04.27.2022 | 12:00 PM | IRVINE – A former United States Marine was indicted by a federal grand jury on charges that he attempted to support two different terrorist groups, according to newly filed court documents.
Jason Fong, 24, of Irvine, was charged with four counts of knowingly attempting to provide material support and resources to Hamas and Hay’at Tahrir al-Sham between Mar. 17 and May 18, 2020.
The indictment alleges that Fong, also known as “asian_ghazi” and “Mustafa Ahmed Al-Hakim,” attempted to provide money and fundraising for Hamas while he compiled “weapons training materials” and information regarding the production of chemical weapons, boobytraps and improvised explosive devices to Hay’at Tahrir al-Sham.
Both groups are designated foreign terrorist organizations and Fong knew as much, the indictment alleges.
Fong, a former sergeant in the U.S. Marine Corps assigned as a “Avionics Maintenance Technician,” was arrested in a raid by heavily armed FBI SWAT operators shortly after he left his Irvine home on May 20, 2020.
At the time Fong was charged with 10 felony counts relating to possession of an “assault rifle” and nine “large-capacity” magazines.
Not long after Fong his arrest was also charged in federal court with concealing the provision of material support and resources to Hamas.
During lengthy litigation regarding his release, details regarding the underlying charges and investigation were fleshed out in open court.
Those details indicated that Fong allegedly communicated in group chats on platforms like Instagram and Signal where he corresponded with supposedly like-minded individuals and provided information about how to make improvised explosive devices, chemical weapons, along with “tactical information on entering buildings.”
In one instance a 15-year-old stated he was planning on blowing up an air force base. And while the government claims Fong immediately provided the minor with so-called “tactical information,” his defense has countered that Fond did not endorse those plans.
Fong reportedly responded to the minor’s statement by stating that “[p]lanning an attack is not needed and not thoughtful.”
Rather than support terrorism, Fong’s defense has asserted he kicked people out of the group chats that “he thought were radicals.”

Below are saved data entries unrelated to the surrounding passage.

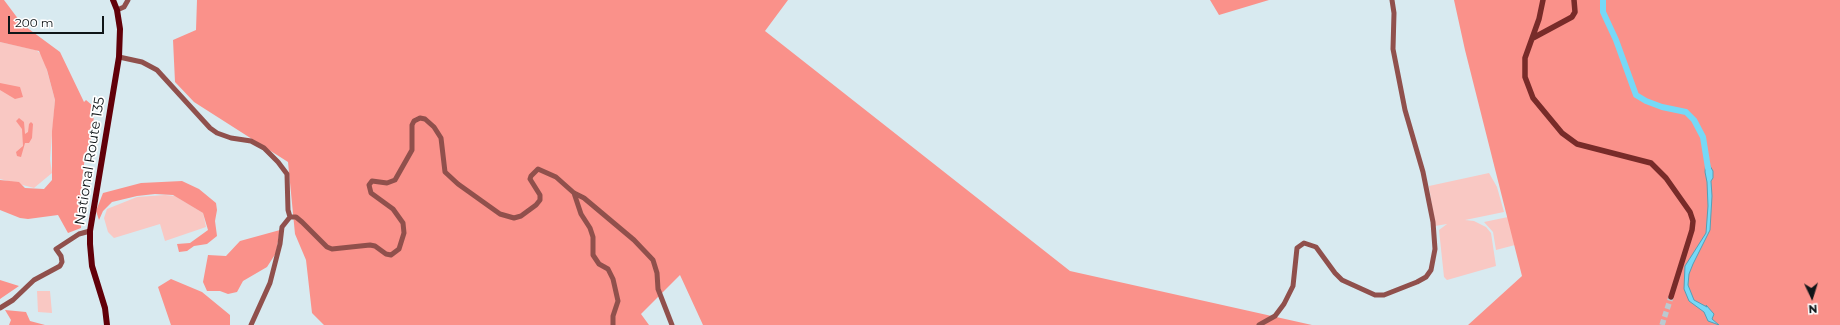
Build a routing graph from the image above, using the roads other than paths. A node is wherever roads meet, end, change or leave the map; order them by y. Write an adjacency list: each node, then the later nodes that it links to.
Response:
1 (113, 0): 6 (highway, National Route 135)
2 (128, 0): 6 (street)
3 (1392, 0): 18 (street)
4 (1543, 0): 7 (main road)
5 (1574, 0): 7 (main road)
6 (117, 10): 8 (highway, National Route 135)
7 (1533, 38): 12 (main road)
8 (119, 56): 10 (street); 11 (highway, National Route 135)
9 (574, 193): 10 (street); 16 (street); 17 (street)
10 (290, 217): 15 (street)
11 (90, 231): 13 (street); 14 (highway, National Route 135)
12 (1671, 297)
13 (0, 308)
14 (107, 325)
15 (252, 325)
16 (613, 325)
17 (672, 325)
18 (1259, 325)

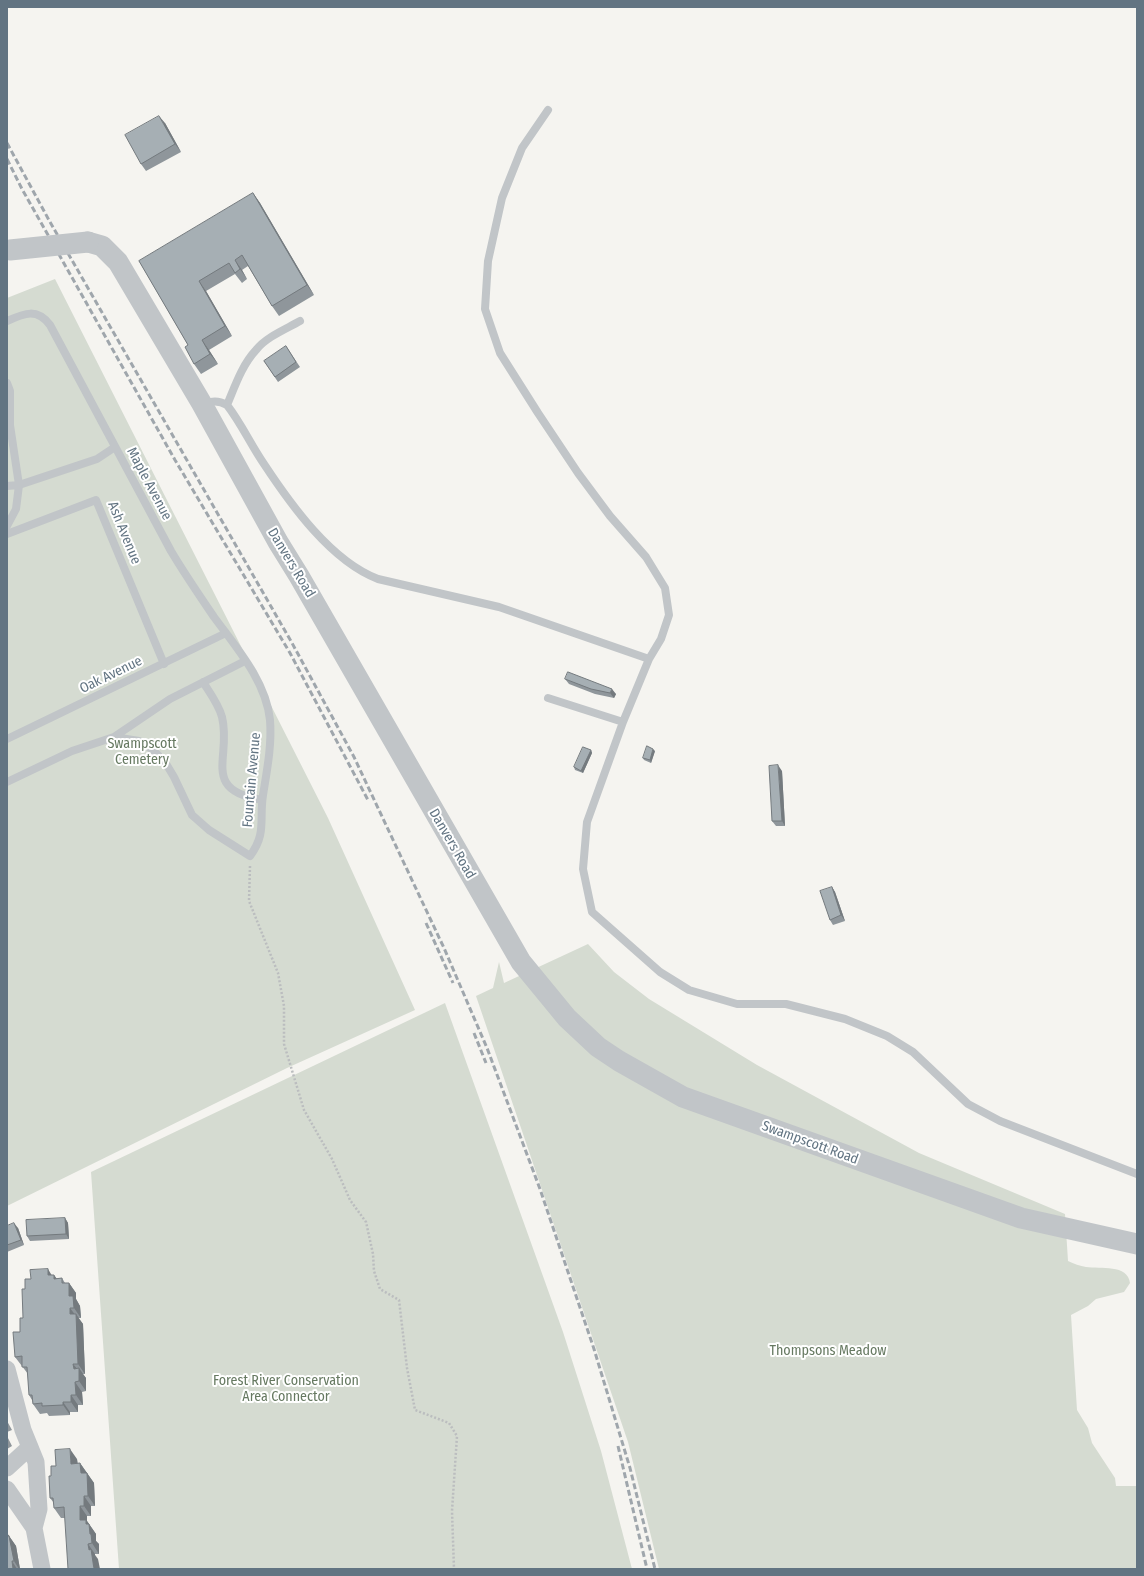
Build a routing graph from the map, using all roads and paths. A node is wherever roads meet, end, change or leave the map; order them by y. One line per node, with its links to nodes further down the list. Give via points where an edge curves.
1 (548, 110): 14 (lane, via 522,148 502,198 488,261 485,309 500,353 538,413 578,473 610,516 646,557 665,588 669,615 661,639)
2 (8, 250): 6 (street, Danvers Road, bridge, via 88,242 102,246 118,262)
3 (7, 321): 8 (lane, Maple Avenue, via 22,314 37,314 44,317)
4 (300, 321): 7 (lane, via 256,349 242,369)
5 (7, 383): 9 (lane, via 10,391 10,425)
6 (202, 404): 7 (lane, via 220,401); 25 (street, Danvers Road, via 278,542)
7 (227, 405): 14 (lane, via 286,495 337,552 363,574 499,607)
8 (115, 447): 9 (lane, via 97,459); 13 (lane, Maple Avenue, via 171,551)
9 (19, 485): 10 (lane); 11 (lane, via 16,509)
10 (7, 486)
11 (7, 526)
12 (7, 534): 16 (lane, Ash Avenue, via 96,500)
13 (226, 634): 15 (lane, Maple Avenue); 16 (lane, Oak Avenue)
14 (649, 658): 19 (lane)
15 (245, 661): 17 (lane); 23 (lane, Fountain Avenue, via 264,693 270,719 270,749)
16 (164, 664): 21 (lane, Oak Avenue)
17 (203, 682): 20 (lane, via 170,700); 23 (lane, via 222,717 225,739 222,776 238,793)
18 (548, 698): 19 (lane)
19 (623, 722): 26 (lane, via 587,822 583,870 592,912 637,953 660,972 689,990 737,1004 786,1004 845,1018 888,1036 913,1052 968,1104 1000,1121)
20 (114, 737): 22 (lane, via 72,751); 24 (lane, via 139,742 152,749 174,776 192,815 209,830)
21 (7, 739)
22 (7, 782)
23 (262, 800): 24 (lane, Fountain Avenue, via 259,844)
24 (250, 856): 34 (path, via 249,901 278,973 284,1006 284,1044 304,1110 332,1159 350,1200 366,1222 374,1271 380,1289 399,1300 415,1410 449,1424 457,1436 452,1511)
25 (524, 966): 27 (street, Swampscott Road, via 567,1018 598,1047 619,1062 683,1097 1021,1218)
26 (1137, 1174)
27 (1137, 1244)
28 (7, 1369): 29 (street, via 23,1430)
29 (30, 1446): 30 (street); 32 (street, via 36,1462 39,1486 39,1509)
30 (7, 1468)
31 (7, 1489): 32 (street)
32 (34, 1528): 33 (street)
33 (42, 1569)
34 (454, 1569)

Other comments were taken out of context or the result of prodding by government operatives who made direct requests to engage in criminal activity, his attorney said.
“I wanna learn how to make an IED,” one of the operatives reportedly asked in one chat.
As for his alleged financing and support of terror organizations, Fong simply shared a link to a website where individuals could donate. He thought the organization supported humanitarian efforts that supported Palestinian’s, his attorney claimed.
Fong is currently released on a $300,000 secured bond with numerous conditions amounting to house arrest. He is expected to appear to respond to the indictment on May 23. A trial in the case was previously set for Oct. 25, 2022.
A state court case against Fong charging him with possession of nine “large capacity magazines” and an “assault rifle” was dismissed on May 2, 2022 during a preliminary hearing.